The PLATINUM Small Vessel study is a prospective, multicentre, single-arm, subtrial of the PLATINUM clinical programme designed to evaluate the safety and effectiveness of the Promus Element stent (2.25mm) for the treatment of de novo coronary lesions in patients with small vessels (greater than or equal to 2.25 to <2.50mm reference vessel diameter and less than or equal to 28mm lesion length).
“The PLATINUM Small Vessel data continue to demonstrate very low revascularisation rates, with no myocardial infarction or stent thrombosis through two years of follow up in patients treated with the 2.25mm Promus Element stent,” said Ian Meredith, professor and director of MonashHeart, at Monash Medical Centre, Melbourne, Australia, and co-principal investigator for the PLATINUM study. “These long-term results are impressive, especially considering the small vessel diameters that were evaluated in this study.”
The PLATINUM Small Vessel study previously met its primary endpoint of target lesion failure (TLF) at 12 months with a rate of 2.4% for the 2.25mm Promus Element stent compared to a pre-specified performance goal of 21.1% (p<0.001) based on historical outcomes for the 2.25mm Taxus Express Paclitaxel-Eluting Stent (Boston Scientific).
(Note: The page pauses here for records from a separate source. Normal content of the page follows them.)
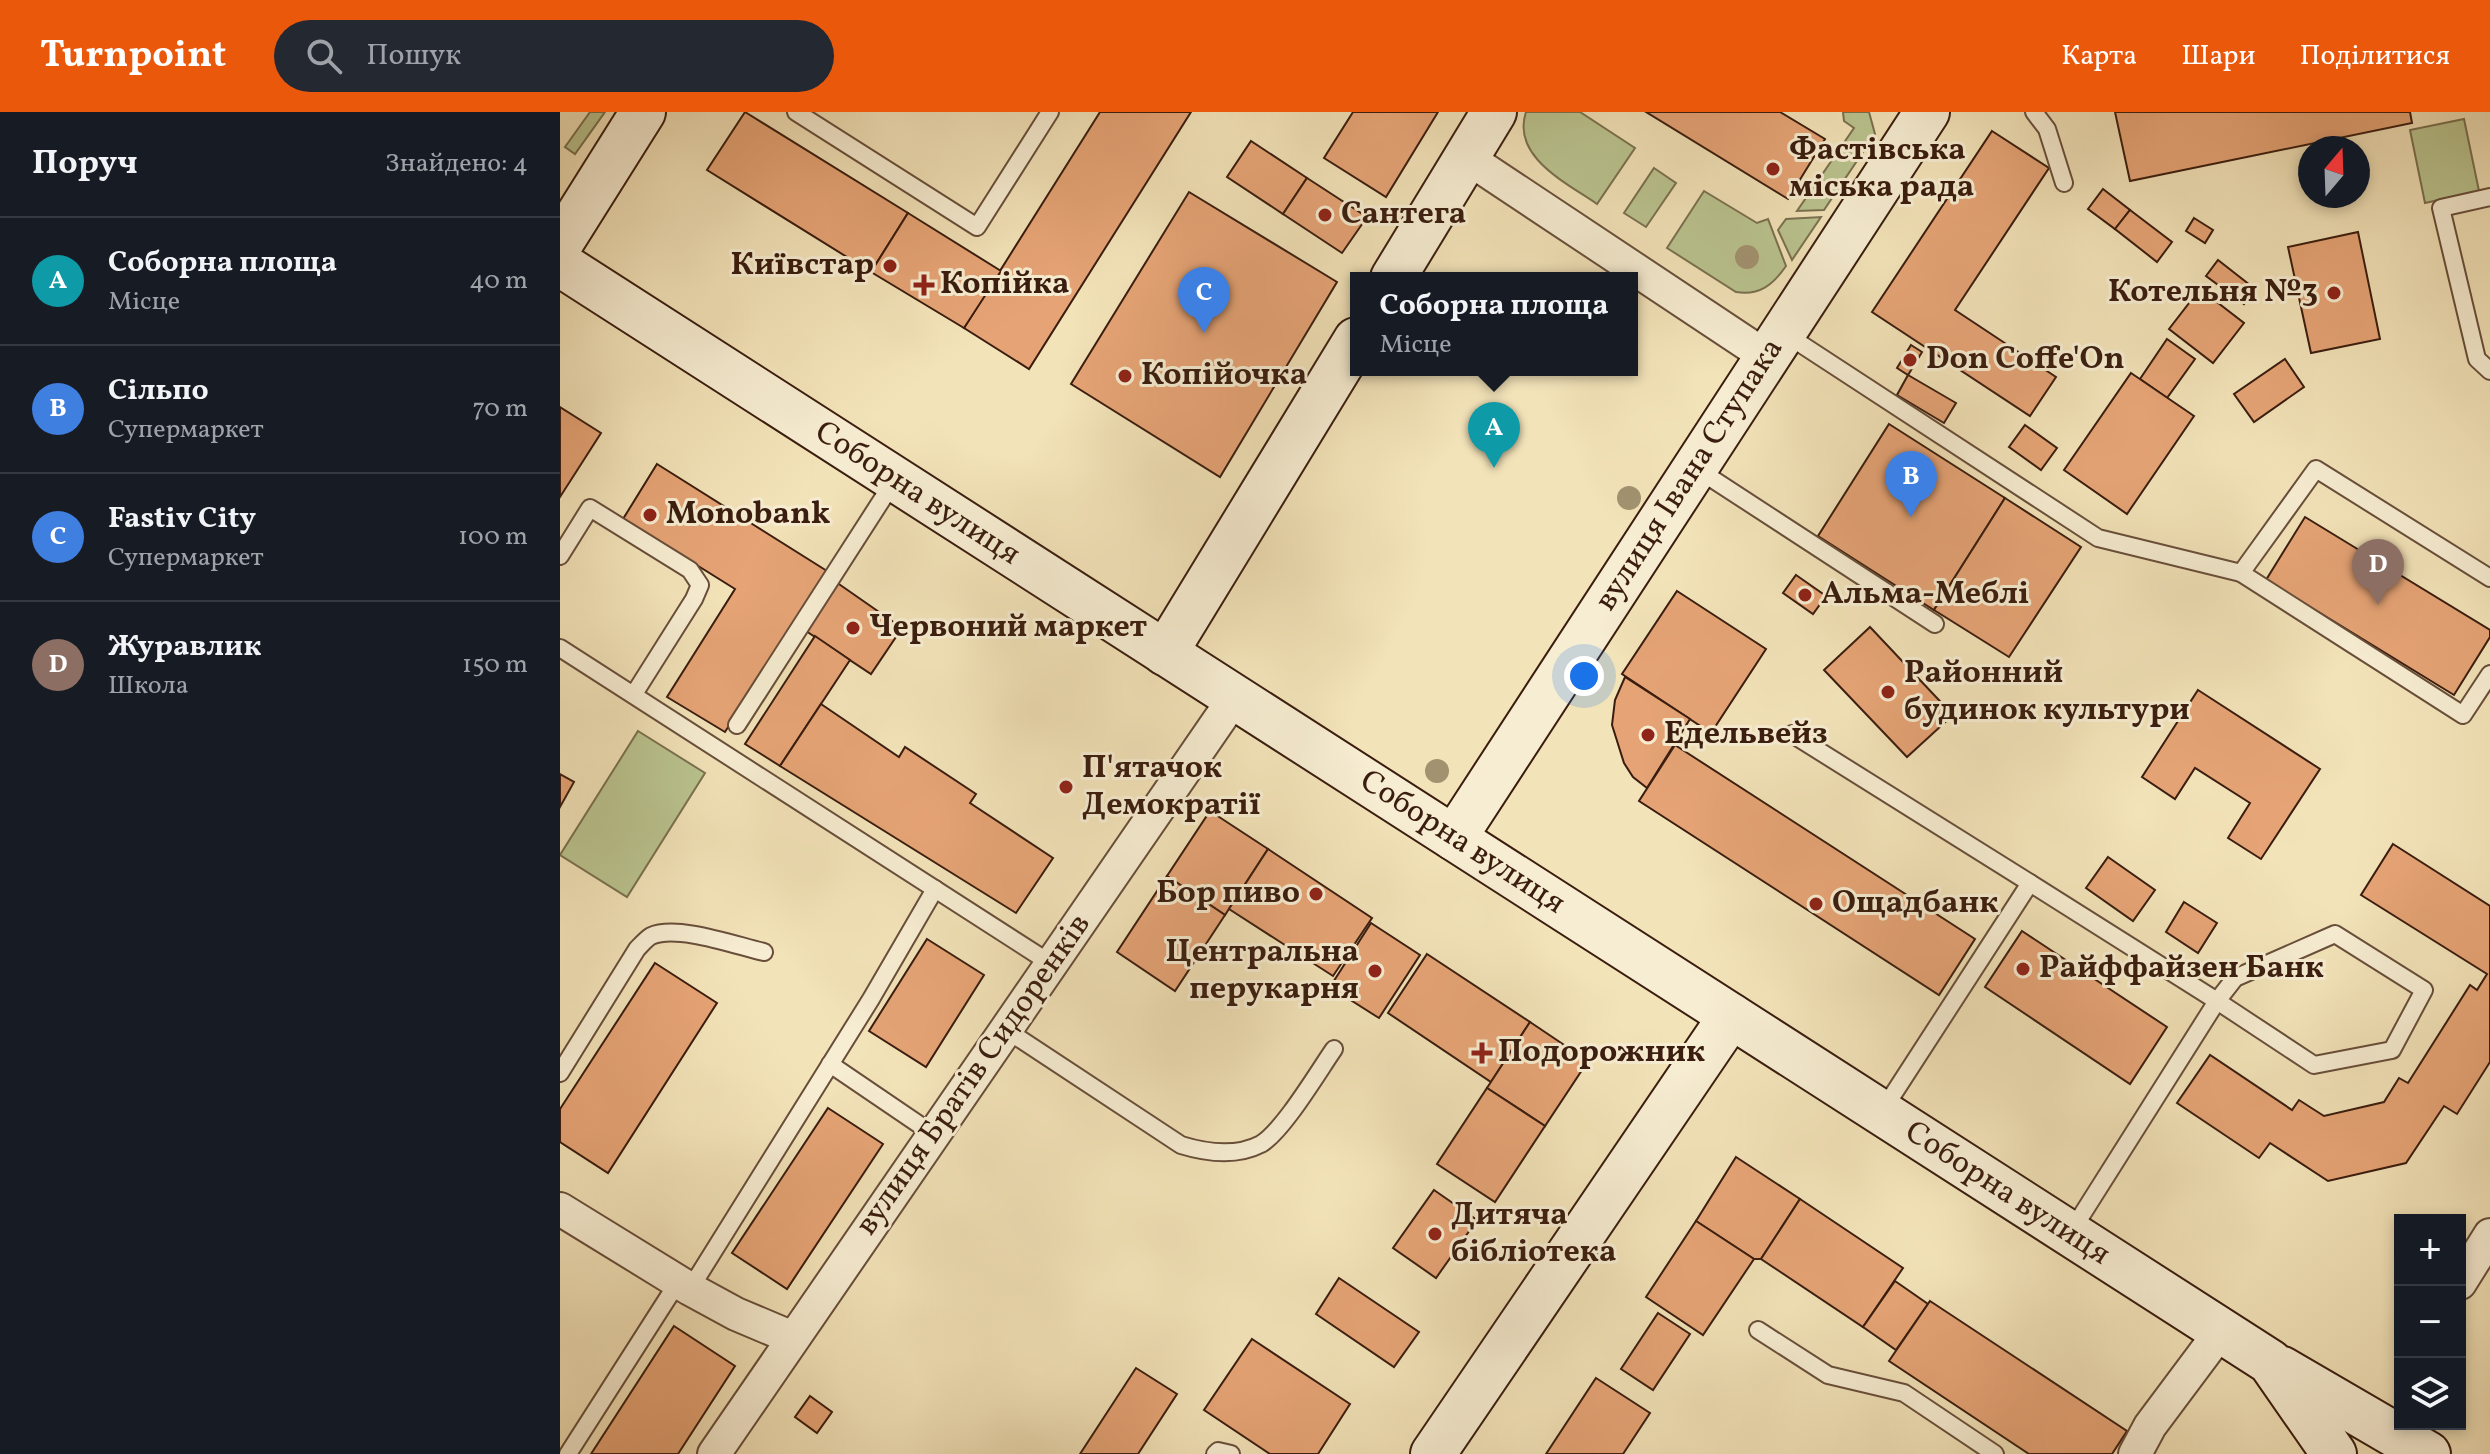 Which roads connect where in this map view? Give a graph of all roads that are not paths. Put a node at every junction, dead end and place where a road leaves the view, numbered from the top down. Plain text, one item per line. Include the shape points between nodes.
1 (643, 112) edge
2 (796, 112) edge
3 (1050, 112) edge
4 (1494, 112) edge
5 (1927, 112) edge
6 (2034, 112) edge
7 (1466, 157) junction
8 (2064, 183) dead end
9 (2490, 197) edge
10 (560, 244) edge
11 (560, 264) edge
12 (1397, 272) edge
13 (1775, 345) junction
14 (1350, 350) edge
15 (2490, 371) edge
16 (1695, 468) junction
17 (895, 480) junction
18 (560, 556) edge
19 (2241, 573) junction
20 (2490, 578) edge
21 (1935, 624) dead end
22 (560, 648) edge
23 (1165, 653) junction
24 (2490, 674) edge
25 (634, 694) junction
26 (1235, 697) junction
27 (737, 725) dead end
28 (1792, 734) dead end
29 (1454, 838) junction
30 (2030, 883) junction
31 (935, 889) junction
32 (764, 952) dead end
33 (1050, 963) junction
34 (2217, 1001) junction
35 (1731, 1016) junction
36 (1005, 1029) junction
37 (1334, 1049) dead end
38 (830, 1064) junction
39 (560, 1073) edge
40 (1882, 1113) junction
41 (933, 1134) junction
42 (560, 1209) edge
43 (2070, 1233) junction
44 (2490, 1235) edge
45 (2466, 1273) edge
46 (684, 1285) junction
47 (1758, 1330) dead end
48 (2221, 1331) junction
49 (793, 1338) junction
50 (2270, 1362) junction
51 (568, 1454) edge
52 (714, 1454) edge
53 (1215, 1454) edge
54 (1231, 1454) edge
55 (1433, 1454) edge
56 (1995, 1454) edge
57 (2135, 1454) edge
58 (2334, 1454) edge
59 (2428, 1454) edge

1 - 10 main road
2 - 3 lane via 977,227
4 - 7 main road
5 - 13 main road, вулиця Івана Ступака
6 - 8 lane via 2047,129
7 - 12 main road
7 - 13 street
9 - 15 lane via 2441,208 2477,359
11 - 17 main road, Соборна вулиця
13 - 16 main road, вулиця Івана Ступака
13 - 19 lane via 2098,538
14 - 23 main road
16 - 21 lane
16 - 29 main road, вулиця Івана Ступака
17 - 23 main road, Соборна вулиця
17 - 27 lane
18 - 25 lane via 590,508 690,570 700,585
19 - 20 lane via 2316,469
19 - 24 lane via 2463,715
22 - 25 lane
23 - 26 main road, Соборна вулиця
25 - 31 lane
26 - 29 main road, Соборна вулиця
26 - 33 street, вулиця Братів Сидоренків
28 - 30 lane
29 - 35 main road, Соборна вулиця
30 - 34 lane
30 - 40 lane
31 - 33 lane
31 - 38 lane
32 - 39 lane via 692,935 651,936 637,949
33 - 36 street, вулиця Братів Сидоренків
34 - 34 lane via 2314,1065 2392,1050 2424,990 2335,934 2235,978
34 - 43 lane
35 - 40 main road, Соборна вулиця
35 - 55 main road
36 - 37 lane via 1181,1145 1206,1152 1233,1152 1262,1143 1286,1119
36 - 41 street, вулиця Братів Сидоренків
38 - 41 lane
38 - 46 lane
40 - 43 main road, Соборна вулиця
41 - 49 street, вулиця Братів Сидоренків
42 - 46 street
43 - 48 main road, Соборна вулиця
44 - 45 street
46 - 49 street
46 - 51 lane
47 - 56 lane via 1828,1375 1904,1393
48 - 50 main road, Соборна вулиця
48 - 57 street
49 - 52 street, вулиця Братів Сидоренків
50 - 58 main road, Соборна вулиця
50 - 59 main road
53 - 54 lane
The TLF rate at two years was 4.7% with the 2.25mm Promus Element Stent while the rate of target lesion revascularisation (TLR) was 2.5%. Rates of other major adverse events remained low in patients treated with study stents at two years, including cardiac death (2.3%), myocardial infarction (0.0%) and Academic Research Consortium (ARC) definite/probable stent thrombosis (0.0%). There were no deaths between 1 and 2 years for patients treated with the 2.25mm Promus Element Stent.
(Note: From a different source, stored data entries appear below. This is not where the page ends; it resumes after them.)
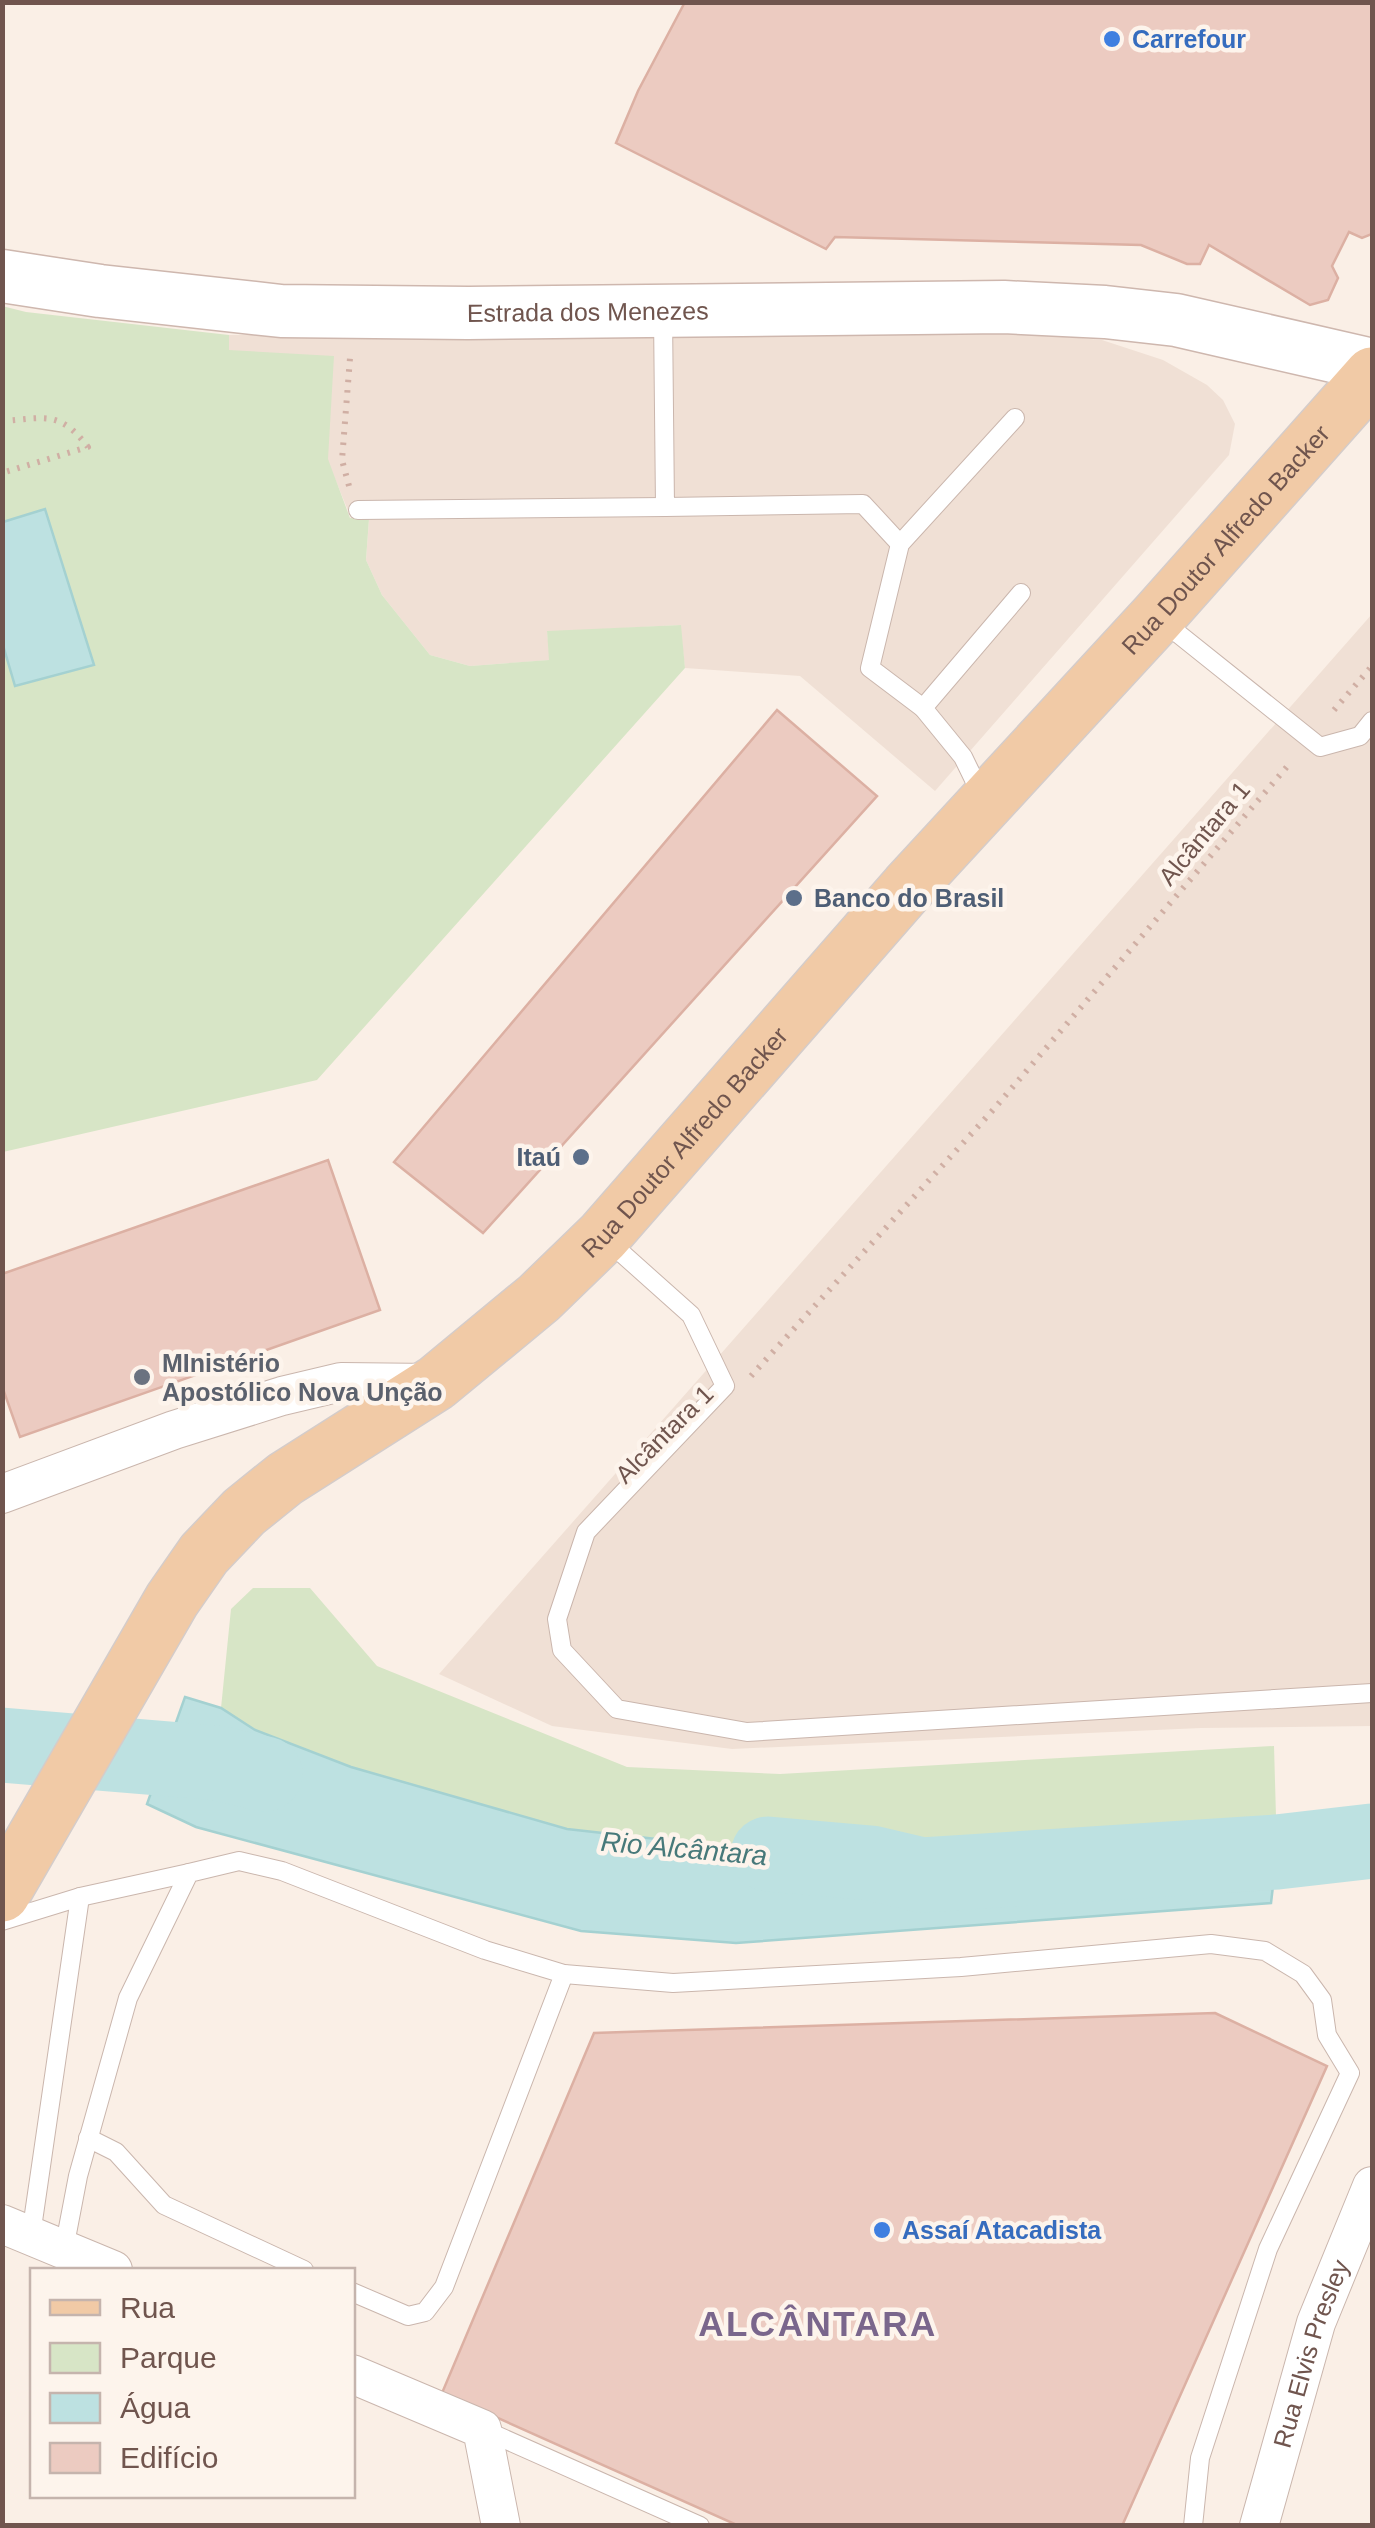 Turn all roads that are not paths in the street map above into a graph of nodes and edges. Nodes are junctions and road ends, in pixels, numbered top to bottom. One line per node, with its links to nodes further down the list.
1 (2, 276): 2 (main road, Estrada dos Menezes)
2 (663, 310): 3 (main road, Estrada dos Menezes); 5 (lane)
3 (1363, 382): 9 (main road, Rua Doutor Alfredo Backer)
4 (1015, 418): 7 (lane)
5 (665, 507): 6 (lane); 7 (lane)
6 (358, 510)
7 (900, 544): 10 (lane)
8 (1021, 593): 10 (lane)
9 (1157, 617): 11 (lane); 12 (main road, Rua Doutor Alfredo Backer)
10 (923, 708): 12 (lane)
11 (1372, 721)
12 (985, 802): 13 (main road, Rua Doutor Alfredo Backer)
13 (603, 1236): 14 (main road, Rua Doutor Alfredo Backer); 16 (lane)
14 (436, 1383): 15 (street); 19 (main road, Rua Doutor Alfredo Backer)
15 (2, 1494)
16 (1372, 1692)
17 (189, 1874): 18 (lane); 20 (lane); 21 (lane)
18 (80, 1897): 19 (lane); 23 (lane)
19 (5, 1898)
20 (564, 1974): 26 (lane); 31 (lane)
21 (88, 2138): 23 (lane); 25 (lane)
22 (1372, 2186): 32 (street, Rua Elvis Presley)
23 (32, 2236): 24 (street)
24 (108, 2268)
25 (300, 2268)
26 (355, 2293)
27 (355, 2375): 28 (street)
28 (482, 2429): 29 (street); 30 (lane)
29 (501, 2526)
30 (700, 2526)
31 (1193, 2526)
32 (1259, 2526)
“The PLATINUM Small Vessel data build on the positive long-term outcomes from the PLATINUM Workhorse trial, which reported excellent safety and effectiveness of the Promus Element stent in workhorse lesions and demonstrated superior efficacy compared to the Xience V (Promus) stent in a landmark analysis of revascularisation outcomes from year one to year two,” said Keith D Dawkins, global chief medical officer, Boston Scientific. “The results demonstrate a highly effective platinum chromium small vessel stent platform with an excellent safety profile.”
Boston Scientific received CE mark approval for the Promus Element stent system in 2009 and for the Promus Element Plus stent system in 2011. In the USA, the Promus Element Plus stent system was approved by the FDA in 2011.
Xience is a trademark of Abbott Laboratories. Promus is a private-labeled Xience V everolimus-eluting stent system manufactured by Abbott and distributed by Boston Scientific.